BEGIN
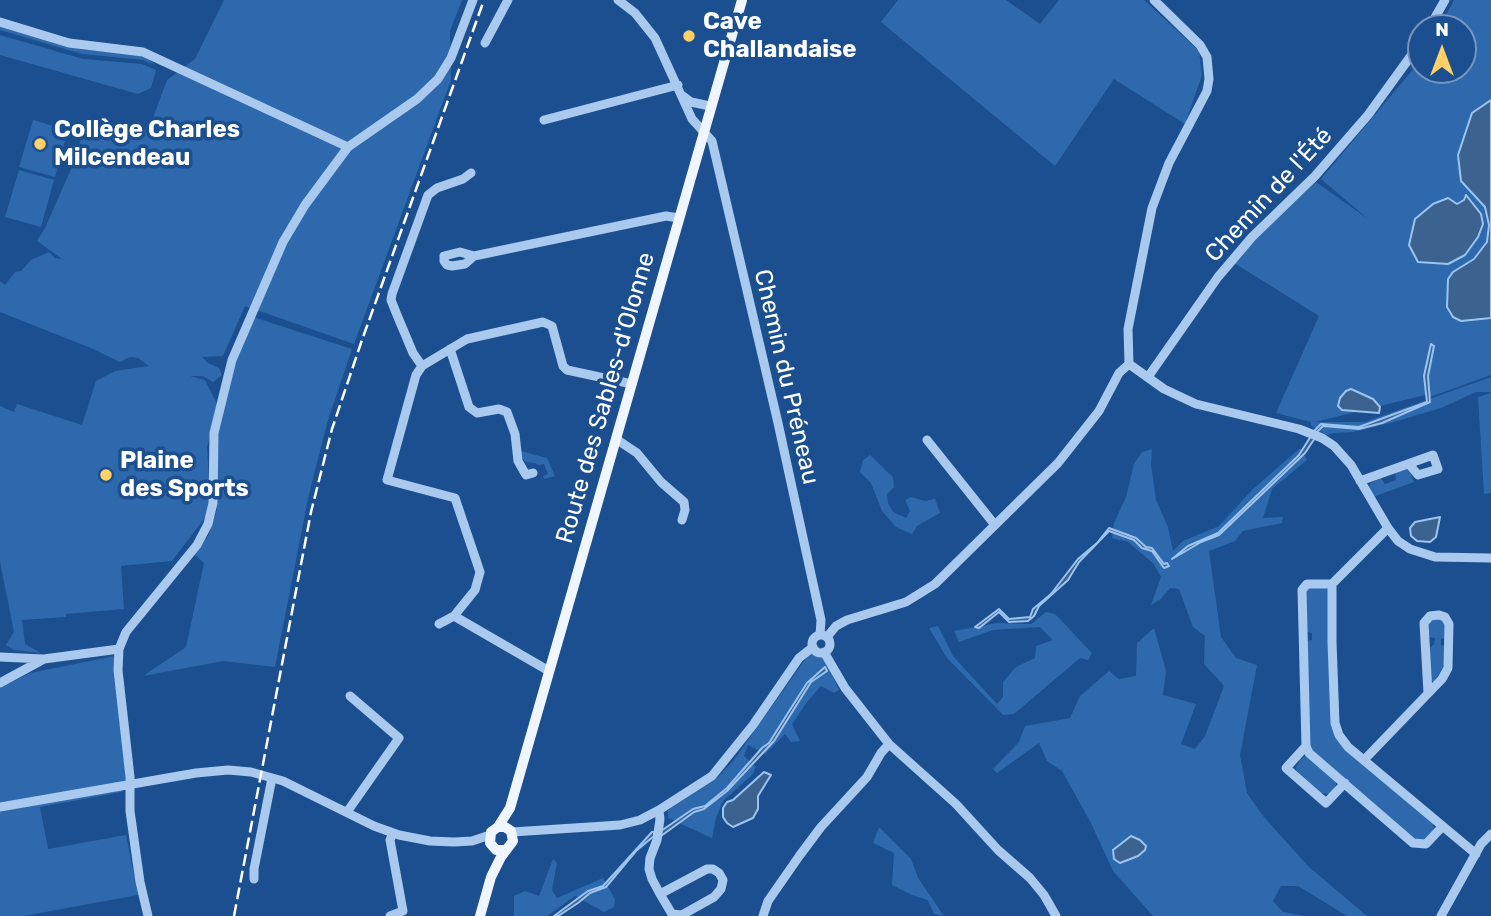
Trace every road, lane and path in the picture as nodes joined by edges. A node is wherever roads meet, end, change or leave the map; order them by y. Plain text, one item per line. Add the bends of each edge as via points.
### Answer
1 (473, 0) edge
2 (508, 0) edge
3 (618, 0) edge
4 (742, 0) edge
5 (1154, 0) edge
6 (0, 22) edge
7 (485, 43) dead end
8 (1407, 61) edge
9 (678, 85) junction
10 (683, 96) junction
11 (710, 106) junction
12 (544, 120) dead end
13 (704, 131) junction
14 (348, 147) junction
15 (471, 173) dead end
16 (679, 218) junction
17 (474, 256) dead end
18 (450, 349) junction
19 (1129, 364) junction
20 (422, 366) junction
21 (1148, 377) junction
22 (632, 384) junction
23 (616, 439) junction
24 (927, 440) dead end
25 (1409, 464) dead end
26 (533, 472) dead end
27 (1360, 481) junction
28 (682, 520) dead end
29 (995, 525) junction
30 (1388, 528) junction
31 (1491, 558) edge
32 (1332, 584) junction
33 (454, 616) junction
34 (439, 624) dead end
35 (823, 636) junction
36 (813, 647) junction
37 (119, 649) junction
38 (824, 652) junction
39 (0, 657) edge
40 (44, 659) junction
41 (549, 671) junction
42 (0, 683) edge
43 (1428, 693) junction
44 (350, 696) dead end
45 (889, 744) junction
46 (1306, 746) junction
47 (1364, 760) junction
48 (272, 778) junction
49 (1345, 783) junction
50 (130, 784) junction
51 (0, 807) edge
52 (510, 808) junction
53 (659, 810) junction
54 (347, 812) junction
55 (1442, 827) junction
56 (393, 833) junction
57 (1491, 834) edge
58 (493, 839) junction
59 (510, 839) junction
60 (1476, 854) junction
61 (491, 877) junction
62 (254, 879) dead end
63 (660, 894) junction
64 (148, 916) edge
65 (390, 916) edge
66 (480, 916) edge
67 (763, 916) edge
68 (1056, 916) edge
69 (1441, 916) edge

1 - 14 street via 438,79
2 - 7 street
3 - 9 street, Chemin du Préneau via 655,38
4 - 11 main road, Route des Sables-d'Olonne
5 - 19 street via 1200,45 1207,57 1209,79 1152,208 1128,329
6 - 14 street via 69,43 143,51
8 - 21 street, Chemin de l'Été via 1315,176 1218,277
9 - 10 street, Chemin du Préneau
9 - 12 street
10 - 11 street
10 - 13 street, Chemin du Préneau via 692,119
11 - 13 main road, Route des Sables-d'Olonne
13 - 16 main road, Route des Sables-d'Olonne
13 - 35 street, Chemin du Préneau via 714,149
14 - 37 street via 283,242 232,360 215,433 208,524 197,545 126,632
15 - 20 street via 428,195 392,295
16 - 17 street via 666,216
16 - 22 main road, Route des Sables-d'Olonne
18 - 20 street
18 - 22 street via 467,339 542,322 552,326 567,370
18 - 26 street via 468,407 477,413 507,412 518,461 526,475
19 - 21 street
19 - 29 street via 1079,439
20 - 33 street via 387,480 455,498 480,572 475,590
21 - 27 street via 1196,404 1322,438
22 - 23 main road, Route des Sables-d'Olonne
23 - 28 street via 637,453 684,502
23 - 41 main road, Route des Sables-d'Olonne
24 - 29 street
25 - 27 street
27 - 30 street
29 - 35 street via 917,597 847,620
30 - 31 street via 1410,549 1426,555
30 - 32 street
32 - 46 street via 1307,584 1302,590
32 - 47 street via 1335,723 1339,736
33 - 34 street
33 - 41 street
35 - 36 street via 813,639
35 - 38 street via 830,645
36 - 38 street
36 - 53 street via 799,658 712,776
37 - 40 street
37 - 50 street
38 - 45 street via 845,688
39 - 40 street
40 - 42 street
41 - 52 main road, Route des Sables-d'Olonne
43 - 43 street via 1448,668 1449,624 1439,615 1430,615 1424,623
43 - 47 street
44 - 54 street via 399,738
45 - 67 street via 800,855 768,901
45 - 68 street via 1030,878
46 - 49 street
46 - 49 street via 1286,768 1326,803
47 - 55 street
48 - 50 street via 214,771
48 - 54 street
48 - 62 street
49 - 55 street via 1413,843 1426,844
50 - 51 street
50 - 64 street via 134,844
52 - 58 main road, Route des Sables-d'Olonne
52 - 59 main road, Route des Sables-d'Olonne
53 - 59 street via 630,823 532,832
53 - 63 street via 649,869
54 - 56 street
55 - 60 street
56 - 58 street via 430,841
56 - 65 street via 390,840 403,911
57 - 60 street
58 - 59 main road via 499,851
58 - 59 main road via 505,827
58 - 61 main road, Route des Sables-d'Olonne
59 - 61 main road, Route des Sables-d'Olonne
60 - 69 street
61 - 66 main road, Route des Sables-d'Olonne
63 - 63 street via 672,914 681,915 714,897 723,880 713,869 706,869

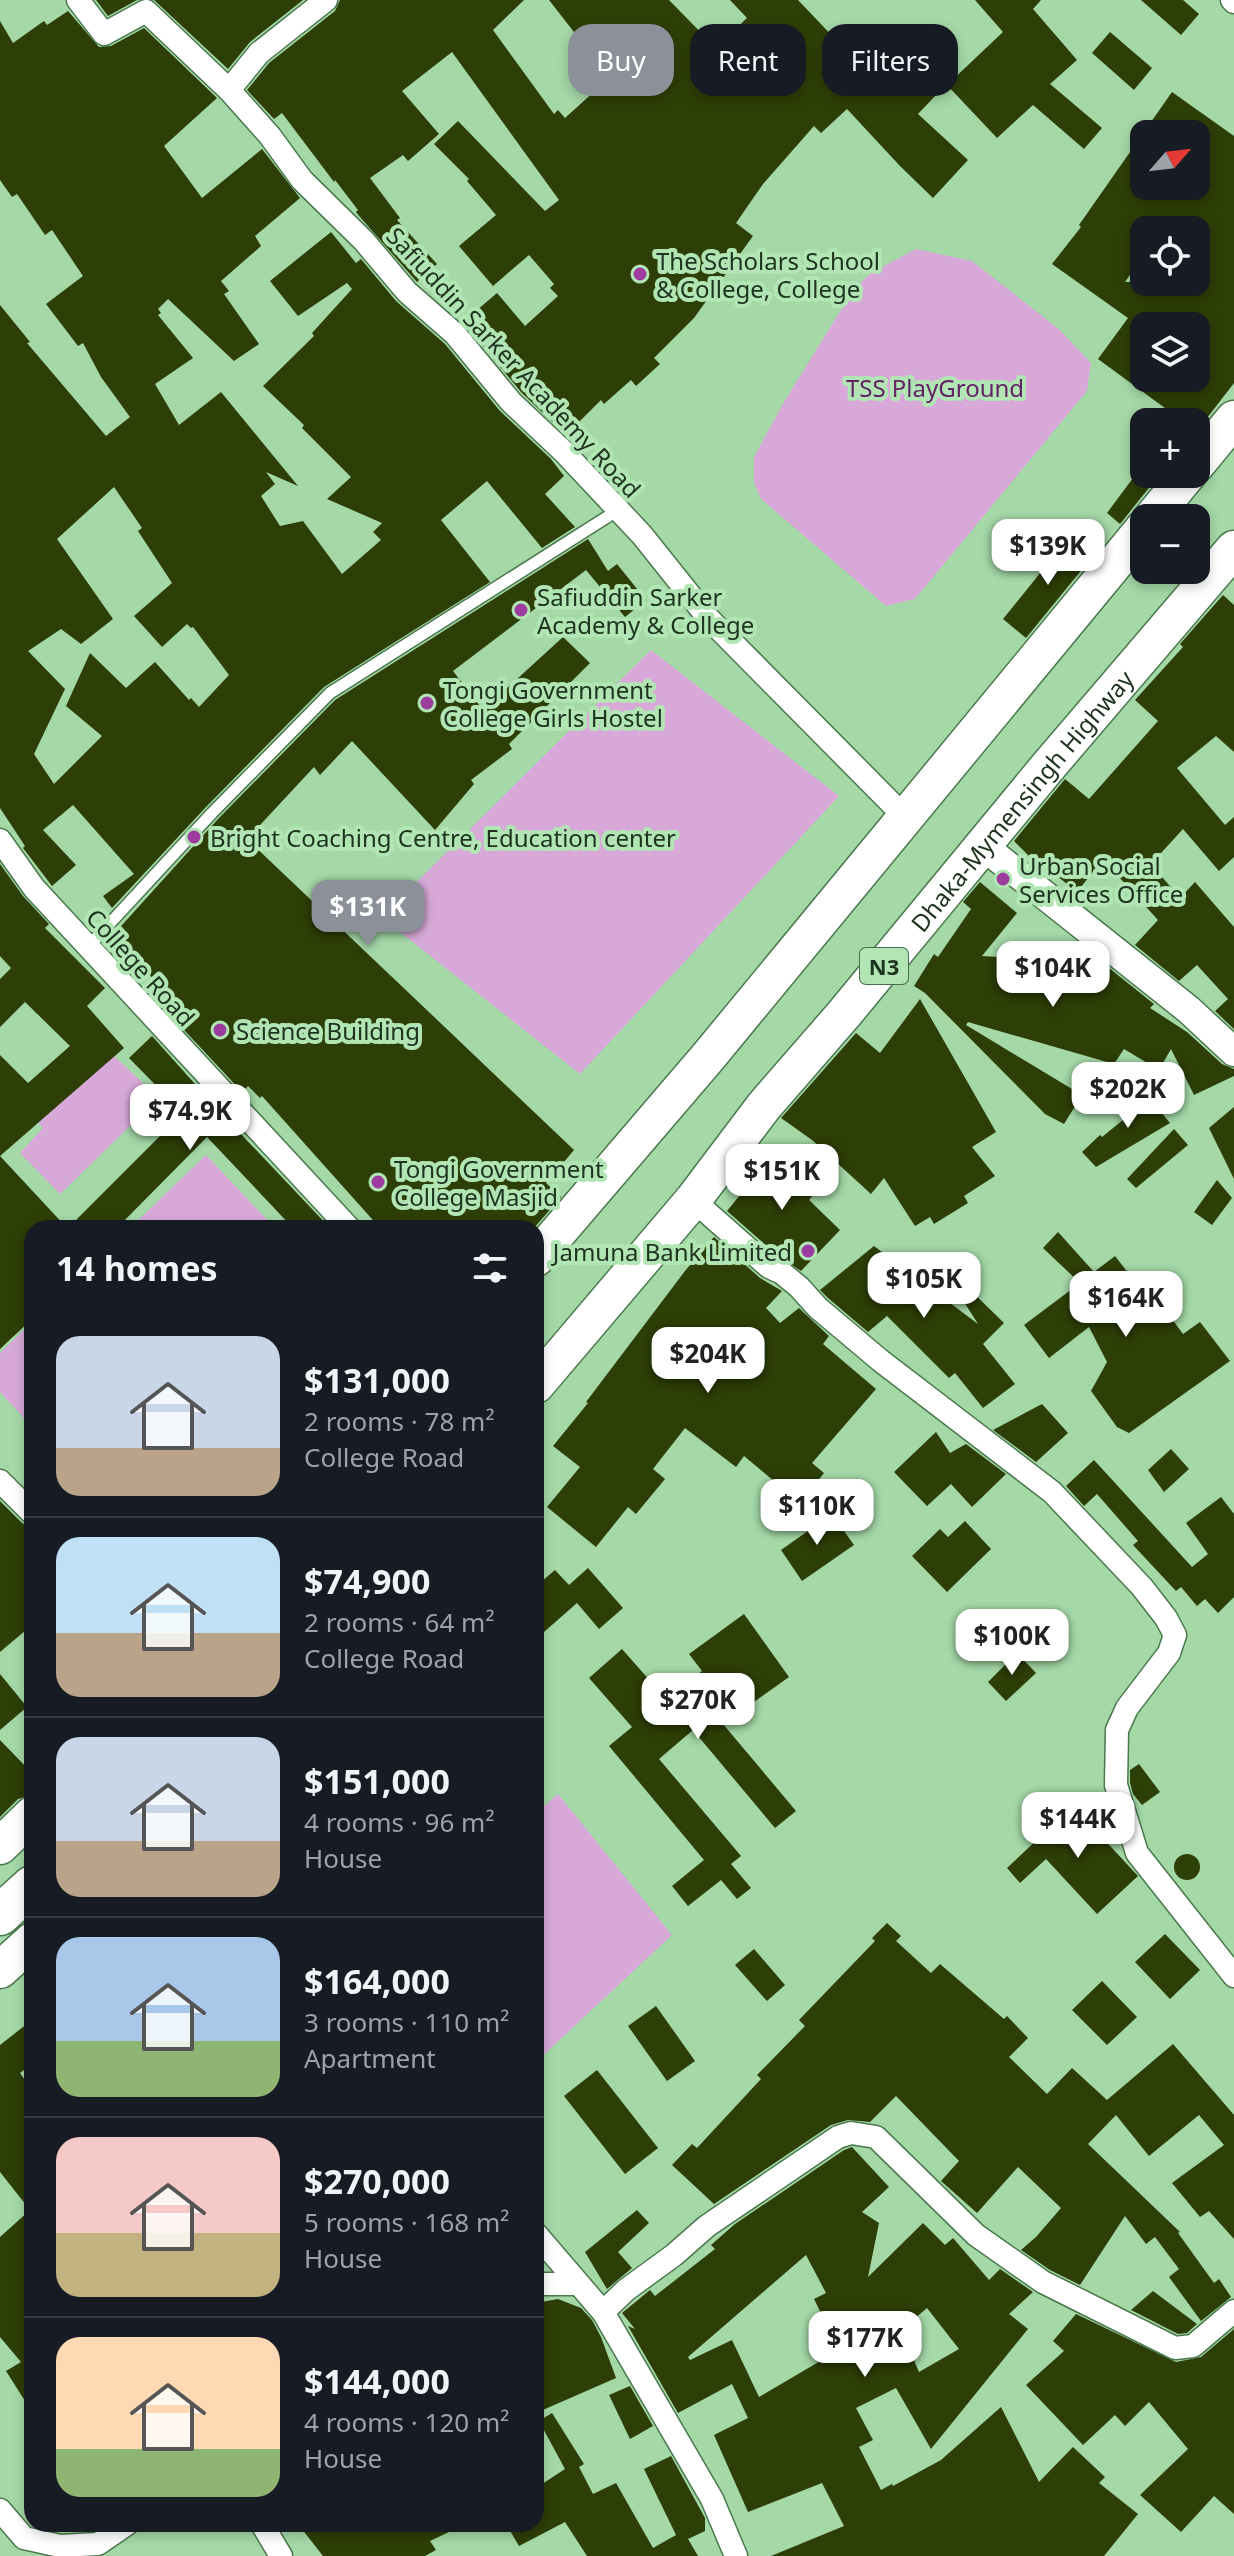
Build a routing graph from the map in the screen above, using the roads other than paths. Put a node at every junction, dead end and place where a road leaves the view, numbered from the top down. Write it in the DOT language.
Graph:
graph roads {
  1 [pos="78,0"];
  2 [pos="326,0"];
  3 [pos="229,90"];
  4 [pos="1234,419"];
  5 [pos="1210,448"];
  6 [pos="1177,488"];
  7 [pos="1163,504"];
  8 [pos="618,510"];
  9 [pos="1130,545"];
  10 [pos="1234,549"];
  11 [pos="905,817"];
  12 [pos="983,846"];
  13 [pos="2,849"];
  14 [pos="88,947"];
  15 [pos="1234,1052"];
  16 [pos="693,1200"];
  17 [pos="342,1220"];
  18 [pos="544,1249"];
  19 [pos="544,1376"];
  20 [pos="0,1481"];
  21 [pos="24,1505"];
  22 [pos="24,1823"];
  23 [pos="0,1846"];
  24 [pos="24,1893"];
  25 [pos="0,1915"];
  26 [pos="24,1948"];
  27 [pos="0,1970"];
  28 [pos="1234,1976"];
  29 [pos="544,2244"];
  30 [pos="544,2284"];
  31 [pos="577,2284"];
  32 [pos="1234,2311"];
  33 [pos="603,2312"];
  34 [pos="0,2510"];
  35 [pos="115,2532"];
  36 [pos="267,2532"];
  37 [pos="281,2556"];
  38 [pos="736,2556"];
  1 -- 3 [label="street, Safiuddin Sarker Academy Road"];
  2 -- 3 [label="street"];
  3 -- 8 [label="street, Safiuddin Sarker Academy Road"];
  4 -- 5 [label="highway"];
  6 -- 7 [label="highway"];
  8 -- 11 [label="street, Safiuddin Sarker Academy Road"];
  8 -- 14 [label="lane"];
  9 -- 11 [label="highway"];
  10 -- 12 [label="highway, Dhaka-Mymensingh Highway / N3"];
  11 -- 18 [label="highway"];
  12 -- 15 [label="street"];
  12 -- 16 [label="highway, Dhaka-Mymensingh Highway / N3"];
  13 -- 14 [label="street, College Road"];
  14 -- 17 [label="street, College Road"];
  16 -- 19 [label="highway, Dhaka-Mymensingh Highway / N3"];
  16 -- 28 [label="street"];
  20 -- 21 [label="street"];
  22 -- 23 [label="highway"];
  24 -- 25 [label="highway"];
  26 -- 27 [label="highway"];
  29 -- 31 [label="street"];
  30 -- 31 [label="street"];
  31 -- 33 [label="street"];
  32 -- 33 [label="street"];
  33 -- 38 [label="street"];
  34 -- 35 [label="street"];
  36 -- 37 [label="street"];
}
END
Without including the pictures, reproduce all entries exactly.

Trace every road, lane and path in the picture as nodes joined by edges. A node is wherever roads meet, end, change or leave the map; order them by y. Plain text, one item per line. Add the bends of each edge as via points.
### Answer
1 (473, 0) edge
2 (508, 0) edge
3 (618, 0) edge
4 (742, 0) edge
5 (1154, 0) edge
6 (0, 22) edge
7 (485, 43) dead end
8 (1407, 61) edge
9 (678, 85) junction
10 (683, 96) junction
11 (710, 106) junction
12 (544, 120) dead end
13 (704, 131) junction
14 (348, 147) junction
15 (471, 173) dead end
16 (679, 218) junction
17 (474, 256) dead end
18 (450, 349) junction
19 (1129, 364) junction
20 (422, 366) junction
21 (1148, 377) junction
22 (632, 384) junction
23 (616, 439) junction
24 (927, 440) dead end
25 (1409, 464) dead end
26 (533, 472) dead end
27 (1360, 481) junction
28 (682, 520) dead end
29 (995, 525) junction
30 (1388, 528) junction
31 (1491, 558) edge
32 (1332, 584) junction
33 (454, 616) junction
34 (439, 624) dead end
35 (823, 636) junction
36 (813, 647) junction
37 (119, 649) junction
38 (824, 652) junction
39 (0, 657) edge
40 (44, 659) junction
41 (549, 671) junction
42 (0, 683) edge
43 (1428, 693) junction
44 (350, 696) dead end
45 (889, 744) junction
46 (1306, 746) junction
47 (1364, 760) junction
48 (272, 778) junction
49 (1345, 783) junction
50 (130, 784) junction
51 (0, 807) edge
52 (510, 808) junction
53 (659, 810) junction
54 (347, 812) junction
55 (1442, 827) junction
56 (393, 833) junction
57 (1491, 834) edge
58 (493, 839) junction
59 (510, 839) junction
60 (1476, 854) junction
61 (491, 877) junction
62 (254, 879) dead end
63 (660, 894) junction
64 (148, 916) edge
65 (390, 916) edge
66 (480, 916) edge
67 (763, 916) edge
68 (1056, 916) edge
69 (1441, 916) edge

1 - 14 street via 438,79
2 - 7 street
3 - 9 street, Chemin du Préneau via 655,38
4 - 11 main road, Route des Sables-d'Olonne
5 - 19 street via 1200,45 1207,57 1209,79 1152,208 1128,329
6 - 14 street via 69,43 143,51
8 - 21 street, Chemin de l'Été via 1315,176 1218,277
9 - 10 street, Chemin du Préneau
9 - 12 street
10 - 11 street
10 - 13 street, Chemin du Préneau via 692,119
11 - 13 main road, Route des Sables-d'Olonne
13 - 16 main road, Route des Sables-d'Olonne
13 - 35 street, Chemin du Préneau via 714,149
14 - 37 street via 283,242 232,360 215,433 208,524 197,545 126,632
15 - 20 street via 428,195 392,295
16 - 17 street via 666,216
16 - 22 main road, Route des Sables-d'Olonne
18 - 20 street
18 - 22 street via 467,339 542,322 552,326 567,370
18 - 26 street via 468,407 477,413 507,412 518,461 526,475
19 - 21 street
19 - 29 street via 1079,439
20 - 33 street via 387,480 455,498 480,572 475,590
21 - 27 street via 1196,404 1322,438
22 - 23 main road, Route des Sables-d'Olonne
23 - 28 street via 637,453 684,502
23 - 41 main road, Route des Sables-d'Olonne
24 - 29 street
25 - 27 street
27 - 30 street
29 - 35 street via 917,597 847,620
30 - 31 street via 1410,549 1426,555
30 - 32 street
32 - 46 street via 1307,584 1302,590
32 - 47 street via 1335,723 1339,736
33 - 34 street
33 - 41 street
35 - 36 street via 813,639
35 - 38 street via 830,645
36 - 38 street
36 - 53 street via 799,658 712,776
37 - 40 street
37 - 50 street
38 - 45 street via 845,688
39 - 40 street
40 - 42 street
41 - 52 main road, Route des Sables-d'Olonne
43 - 43 street via 1448,668 1449,624 1439,615 1430,615 1424,623
43 - 47 street
44 - 54 street via 399,738
45 - 67 street via 800,855 768,901
45 - 68 street via 1030,878
46 - 49 street
46 - 49 street via 1286,768 1326,803
47 - 55 street
48 - 50 street via 214,771
48 - 54 street
48 - 62 street
49 - 55 street via 1413,843 1426,844
50 - 51 street
50 - 64 street via 134,844
52 - 58 main road, Route des Sables-d'Olonne
52 - 59 main road, Route des Sables-d'Olonne
53 - 59 street via 630,823 532,832
53 - 63 street via 649,869
54 - 56 street
55 - 60 street
56 - 58 street via 430,841
56 - 65 street via 390,840 403,911
57 - 60 street
58 - 59 main road via 499,851
58 - 59 main road via 505,827
58 - 61 main road, Route des Sables-d'Olonne
59 - 61 main road, Route des Sables-d'Olonne
60 - 69 street
61 - 66 main road, Route des Sables-d'Olonne
63 - 63 street via 672,914 681,915 714,897 723,880 713,869 706,869

Build a routing graph from the map in the screen above, using the roads other than paths. Put a node at every junction, dead end and place where a road leaves the view, numbered from the top down. Write it in the DOT language.
Graph:
graph roads {
  1 [pos="78,0"];
  2 [pos="326,0"];
  3 [pos="229,90"];
  4 [pos="1234,419"];
  5 [pos="1210,448"];
  6 [pos="1177,488"];
  7 [pos="1163,504"];
  8 [pos="618,510"];
  9 [pos="1130,545"];
  10 [pos="1234,549"];
  11 [pos="905,817"];
  12 [pos="983,846"];
  13 [pos="2,849"];
  14 [pos="88,947"];
  15 [pos="1234,1052"];
  16 [pos="693,1200"];
  17 [pos="342,1220"];
  18 [pos="544,1249"];
  19 [pos="544,1376"];
  20 [pos="0,1481"];
  21 [pos="24,1505"];
  22 [pos="24,1823"];
  23 [pos="0,1846"];
  24 [pos="24,1893"];
  25 [pos="0,1915"];
  26 [pos="24,1948"];
  27 [pos="0,1970"];
  28 [pos="1234,1976"];
  29 [pos="544,2244"];
  30 [pos="544,2284"];
  31 [pos="577,2284"];
  32 [pos="1234,2311"];
  33 [pos="603,2312"];
  34 [pos="0,2510"];
  35 [pos="115,2532"];
  36 [pos="267,2532"];
  37 [pos="281,2556"];
  38 [pos="736,2556"];
  1 -- 3 [label="street, Safiuddin Sarker Academy Road"];
  2 -- 3 [label="street"];
  3 -- 8 [label="street, Safiuddin Sarker Academy Road"];
  4 -- 5 [label="highway"];
  6 -- 7 [label="highway"];
  8 -- 11 [label="street, Safiuddin Sarker Academy Road"];
  8 -- 14 [label="lane"];
  9 -- 11 [label="highway"];
  10 -- 12 [label="highway, Dhaka-Mymensingh Highway / N3"];
  11 -- 18 [label="highway"];
  12 -- 15 [label="street"];
  12 -- 16 [label="highway, Dhaka-Mymensingh Highway / N3"];
  13 -- 14 [label="street, College Road"];
  14 -- 17 [label="street, College Road"];
  16 -- 19 [label="highway, Dhaka-Mymensingh Highway / N3"];
  16 -- 28 [label="street"];
  20 -- 21 [label="street"];
  22 -- 23 [label="highway"];
  24 -- 25 [label="highway"];
  26 -- 27 [label="highway"];
  29 -- 31 [label="street"];
  30 -- 31 [label="street"];
  31 -- 33 [label="street"];
  32 -- 33 [label="street"];
  33 -- 38 [label="street"];
  34 -- 35 [label="street"];
  36 -- 37 [label="street"];
}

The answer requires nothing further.